Again, lightly annotated:

Learners who are developing their information literate abilities are:

  • Inclined to develop and maintain an open mind when encountering varied and sometimes conflicting perspectives.”
    • I totally agree. Now what does it have to do with authority in particular?
  • “Motivated to find authoritative sources, recognizing that authority may be conferred or manifested in unexpected ways.”
    • No problem here
  • “Aware of the importance ofassessing content critically to the best of their ability.”
    • This is just generally good advice. Not sure how it’s specific to authority.
  • “Recognize that there are potential problems with traditional notions of granting authority.”
    • There certainly are, but it might help to talk about them.
  • “Conscious that maintaining these attitudes and actions requires frequent self monitoring.”
    • “Be aware of what you’re doing.” Good advice across the board. Why is it specifically here. You know, several of the dispositions, throughout the framework, really need to be pulled out and given their own space. I’m thinking it could just be called “Critical Thinking.”

critical-thinking

The Verdict: Is authority contextual and constructed?

I’m going to agree with the ACRL on this one: authority is constructed and contextual. Hopefully this concept will bring renewed attention to Wilson’s work on cognitive authority, but I’m not keeping my fingers crossed. Thankfully, the concept as written doesn’t commit itself to either strong constructionism or naive realism, so it should be palatable to a wide range of librarians. However, it would help if the relationship between authority and expertise were fleshed out a little better. If it helps, I’ve got a post on the nature of expertise and another on the expertise of librarians. Really, if there’s a problem with this frame, it’s in the knowledge practices and dispositions. First, the parts on social media are tacked on sort of awkwardly. Second, many of the knowledge practices suffer from lack of explanation. “Markers of authority,” “packaged formally or informally,” “responsibilities that [authority] entails,” “user response.” These aren’t explained in the overview and can be interpreted in many ways. There’s nothing wrong with leaving things open to interpretation, but it does work against the purported “thresholdiness” of the concepts if they can be freely interpreted however librarians want. Third, several of the dispositions are just generally good intellectual traits and it’s hard to see why they are coupled with authority in particular. Other frames make more explicit connections between their dispositions and the concepts in question. This frame? Not so much.
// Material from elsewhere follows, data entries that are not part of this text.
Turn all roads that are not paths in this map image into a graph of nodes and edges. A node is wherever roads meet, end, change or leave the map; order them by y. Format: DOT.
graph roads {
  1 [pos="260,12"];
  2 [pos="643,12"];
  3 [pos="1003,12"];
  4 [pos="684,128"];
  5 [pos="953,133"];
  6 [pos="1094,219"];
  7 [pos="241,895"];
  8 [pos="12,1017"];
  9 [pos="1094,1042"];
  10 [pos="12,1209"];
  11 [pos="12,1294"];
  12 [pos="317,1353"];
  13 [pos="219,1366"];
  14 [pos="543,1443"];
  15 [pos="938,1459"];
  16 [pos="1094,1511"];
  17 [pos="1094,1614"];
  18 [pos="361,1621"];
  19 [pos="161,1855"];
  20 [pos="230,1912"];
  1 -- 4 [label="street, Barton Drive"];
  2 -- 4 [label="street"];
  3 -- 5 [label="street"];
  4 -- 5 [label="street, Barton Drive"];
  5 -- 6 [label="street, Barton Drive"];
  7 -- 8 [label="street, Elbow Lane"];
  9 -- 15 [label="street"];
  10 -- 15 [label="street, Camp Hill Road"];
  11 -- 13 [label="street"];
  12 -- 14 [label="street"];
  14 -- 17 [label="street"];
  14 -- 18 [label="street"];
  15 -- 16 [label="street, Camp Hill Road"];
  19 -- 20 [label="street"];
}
And at three frames in I’ve reached the halfway point. The scholarship frame points to a helpful metaphor, but it also oversimplifies scholarship in an unhelpful way. The research frame gets things right, but it also doesn’t say that much. As Paul Hrycaj pointed out in the comments, “Given the meaning of “inquiry,” this frame seems equivalent to ‘Research is research.'” And the authority frame also gets things right but leaves a lot unexplained. Still, each frame is stronger than the last and I’m hopeful that the trend continues.